> **REQUIRED ACTION**: Lines from the one containing "ring mcp: (398, 308)" through the final line of the records are the only ones to copy, and each must match exactly.

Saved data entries
[Start of Attachment]

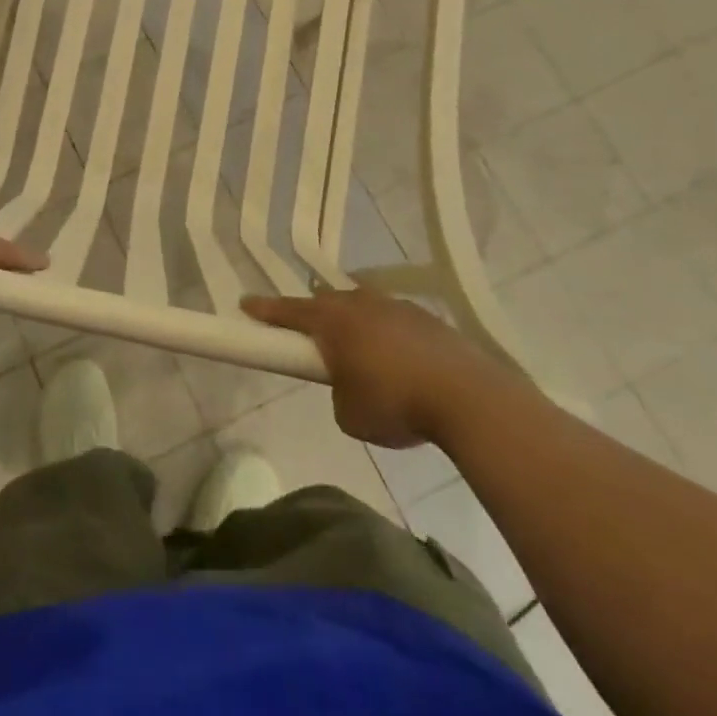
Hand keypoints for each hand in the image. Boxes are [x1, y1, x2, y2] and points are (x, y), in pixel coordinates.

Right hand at [243, 287, 508, 448]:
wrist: (470, 400)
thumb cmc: (396, 404)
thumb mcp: (349, 414)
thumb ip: (338, 393)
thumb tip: (349, 385)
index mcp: (334, 322)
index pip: (289, 311)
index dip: (266, 310)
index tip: (246, 304)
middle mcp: (362, 305)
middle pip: (327, 301)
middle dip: (314, 314)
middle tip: (308, 333)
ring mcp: (398, 308)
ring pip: (363, 306)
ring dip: (354, 321)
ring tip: (357, 348)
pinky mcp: (429, 320)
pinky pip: (394, 319)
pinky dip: (387, 333)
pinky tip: (398, 358)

[End of Attachment]

> **OUTPUT**:
ring mcp: (398, 308)
ring pip: (363, 306)
ring dip: (354, 321)
ring tip: (357, 348)
pinky mcp: (429, 320)
pinky pip: (394, 319)
pinky dip: (387, 333)
pinky tip: (398, 358)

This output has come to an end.